The eminent harpsichordist, Ralph Kirkpatrick, writes: "However much it is an act of impudence thus to discuss something which is far too profound and complex to be grasped in words, it seems necessary in order to explain all that has been said before, to confess some of the feelings which inevitably come with the playing of this music." The music about which Kirkpatrick writes is the set of variations commissioned of Johann Sebastian Bach by Dresden's Count Von Keyserlingk for his court harpsichordist, Johann Gottlieb Goldberg.

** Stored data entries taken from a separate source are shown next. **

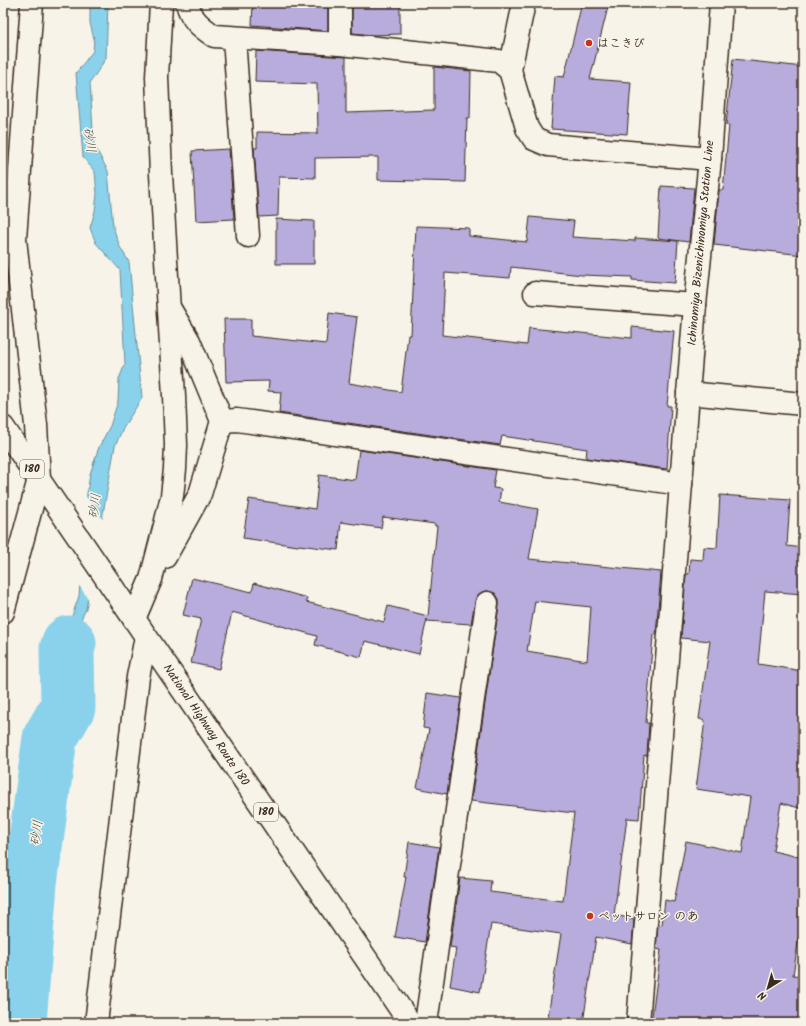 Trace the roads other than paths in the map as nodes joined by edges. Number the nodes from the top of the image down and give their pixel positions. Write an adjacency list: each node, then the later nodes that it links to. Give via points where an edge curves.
1 (32, 3): 19 (main road, via 15,239 36,426)
2 (161, 3): 14 (main road, via 157,77)
3 (187, 3): 7 (main road, via 198,25 214,36)
4 (340, 3): 8 (main road)
5 (524, 3): 9 (main road)
6 (721, 3): 10 (main road, Ichinomiya Bizenichinomiya Station Line)
7 (234, 38): 8 (main road); 11 (main road)
8 (340, 44): 9 (main road, via 499,61)
9 (510, 70): 10 (main road, via 527,128 534,139 548,145)
10 (710, 159): 13 (main road, Ichinomiya Bizenichinomiya Station Line)
11 (248, 236)
12 (535, 293): 13 (main road)
13 (694, 305): 15 (main road, Ichinomiya Bizenichinomiya Station Line)
14 (168, 306): 17 (main road, via 189,341); 21 (main road, via 174,396 175,469 172,496)
15 (688, 393): 16 (main road); 20 (main road, Ichinomiya Bizenichinomiya Station Line)
16 (803, 404)
17 (222, 421): 20 (main road, via 237,420); 21 (main road, via 200,494)
18 (3, 427): 19 (main road, National Highway Route 180 / 180)
19 (39, 479): 23 (main road); 24 (main road, National Highway Route 180 / 180)
20 (681, 484): 28 (main road, Ichinomiya Bizenichinomiya Station Line)
21 (151, 579): 24 (main road)
22 (487, 603): 27 (main road)
23 (3, 612)
24 (134, 619): 25 (main road, via 138,677); 26 (main road, National Highway Route 180 / 180)
25 (96, 1023)
26 (410, 1023)
27 (426, 1023)
28 (638, 1023)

It seems that the Count, an insomniac, had asked Bach to compose something that might occupy his restless nights. For his trouble, Bach was rewarded with a golden goblet filled with 100 louis-d'or. Keyserlingk was so pleased that he thereafter referred to Bach's music as "my variations," but history has remembered "Keyserlingk's Variations" by the name of his harpsichordist: Goldberg.
The Goldberg Variations begin with an Aria Bach had composed in 1725, possibly for his wife This Aria appears in Anna Magdalena's Notebook, where it is written in her own hand. The Sarabande-like Aria becomes theme for a set of 30 variations to follow.
Analysis of Each Canon
Canon 1: canone all' Unisuono Structurally, the Goldberg Variations demonstrate the Baroque ideal of balance and internal coherence. Every third variation is a canon, of which this is the first. Canone all' Unisuono means "canon at the unison," implying that the canon leader and follower begin on the same pitch. This title suggests that subsequent canons might use other intervals as indeed they do.

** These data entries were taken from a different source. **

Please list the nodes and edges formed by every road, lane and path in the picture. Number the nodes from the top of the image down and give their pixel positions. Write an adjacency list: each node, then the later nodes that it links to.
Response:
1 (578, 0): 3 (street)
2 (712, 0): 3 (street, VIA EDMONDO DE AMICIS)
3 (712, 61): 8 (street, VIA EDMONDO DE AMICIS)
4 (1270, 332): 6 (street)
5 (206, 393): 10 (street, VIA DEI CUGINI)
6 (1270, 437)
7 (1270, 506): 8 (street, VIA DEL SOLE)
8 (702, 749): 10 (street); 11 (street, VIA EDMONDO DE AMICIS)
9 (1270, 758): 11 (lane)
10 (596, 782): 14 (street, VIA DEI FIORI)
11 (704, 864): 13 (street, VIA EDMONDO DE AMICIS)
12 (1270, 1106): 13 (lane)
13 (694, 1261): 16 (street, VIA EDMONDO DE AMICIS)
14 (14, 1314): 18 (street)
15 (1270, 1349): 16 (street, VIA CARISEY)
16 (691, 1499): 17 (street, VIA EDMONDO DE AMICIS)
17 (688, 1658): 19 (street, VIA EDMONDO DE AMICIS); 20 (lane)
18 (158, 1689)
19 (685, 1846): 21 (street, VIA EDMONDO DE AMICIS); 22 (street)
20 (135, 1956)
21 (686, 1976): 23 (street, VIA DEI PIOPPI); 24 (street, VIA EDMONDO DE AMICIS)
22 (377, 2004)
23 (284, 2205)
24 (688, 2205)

Canon 2: canone all' Seconda In the second canon, the follower chases the leader but seems never to catch up. This is because the follower commences each phrase a step higher than the leader--canone all' Seconda. Kirkpatrick describes this canon as having "an almost nostalgic tenderness."
Canon 3: canone alla Terza Canone alla Terza means "canon at the third." Here the leader begins on the pitch "B" while the follower begins a third lower, on "G." Each variation divisible by three (except No. 30) is a canon. The quotient becomes the interval between leader and follower. Such a mathematical conception makes the Goldberg Variations unique in music literature.
Canon 4: canone alla Quarta It is difficult to recognize the canone alla Quarta as a canon at all. Not only does the follower begin a perfect 4th lower than the leader, but it moves each of its intervals in the opposite direction: a moto contrario. In the "B" section, the leader and follower exchange positions; instead of the high voice leading (with the follower down a 4th), the middle voice leads (with the follower UP a 4th). This balancing of opposing registers and melodic contours represents a Bachian fondness for what I call "back 'n forth." The fundamental bass is clearly heard in the triple articulations of the lowest voice.
Canon 5: canone alla Quinta Like the canon at the fourth, this Canone alla Quinta is in contrary motion. This time, however, the interval separating leader and follower is a fifth. That Bach could have used a compositional procedure so abstruse to produce something so musical is an evidence of his genius. Minor mode, for the first time in the Goldberg Variations, lends a dark and tragic aura. Each of the variations is centered in G, but three of them are in minor rather than major. Of the two other minor mode variations, No. 21 is a canon, and No. 25 is not. The constant G major/minor tonality does not tire the ear because each variation also modulates to related keys (typically D-major and e-minor), providing a variety of tonal centers.
Canon 6: alla marcia Variation 18, "in a marching style," has the distinction of being the canon in which the follower comes closest to "catching" the leader. The time interval separating the two is one beat: the pitch interval, a sixth.
In theme and variation one expects the soprano to become the object of variation. This does not happen in the Goldbergs. Instead, Bach follows an Italian model known as ruggiero which varies the bass instead. Bach's ruggiero consists of eight phrases with every other phrase ended by the same ground bass but in different keys. Thus Bach's ruggiero is very nearly a chaconne (ostinato form in which the repeated element is a chord progression rather than a melody). The bass does not repeat verbatim, but its implied harmonies are always intact. If the bass had repeated exactly, the cycle might have been called a passacaglia--the favorite Baroque cousin of theme and variation. This similarity to the ground bass forms of chaconne and passacaglia led Albert Schweitzer to call the Goldberg Variations "a passacaglia worked out in chiaroscuro." There is nothing quite like it in all of music literature.
Canon 7: canone alla Settima Filling in the ruggiero by five descending semitones (lamento bass), the seventh canon weaves its tapestry of counterpoint in what may be the most evocative melody of the Goldberg Variations. This Canone alla Settima is the second of three variations to be set in minor mode (another Trinitarian symbol...perhaps). The follower imitates the leader at the interval of a seventh.
Canon 8: canone alla Ottava After the rollicking exuberance of the variation that precedes it (No. 23), the canon at the octave rocks the listener in a gentle three beats per measure, each beat divided into three parts.
Canon 9: canone alla Nona The cycle closes with a sprightly variation in which leader and follower imitate each other at the ninth. The figure "spun out" in this canon is characterized by running sixteenth notes punctuated by expressive leaps of a sixth (an interval of which Bach seems to have been especially fond). For the first time the canon is abandoned by its ruggiero (having heard the bass theme many times before, our minds eagerly fill it in). Whereas the leader in part "A" is the low voice, the leader in part "B" is the high. Notice how the leader in part "B" is nearly the melodic inversion of part "A" (another example of "back 'n forth").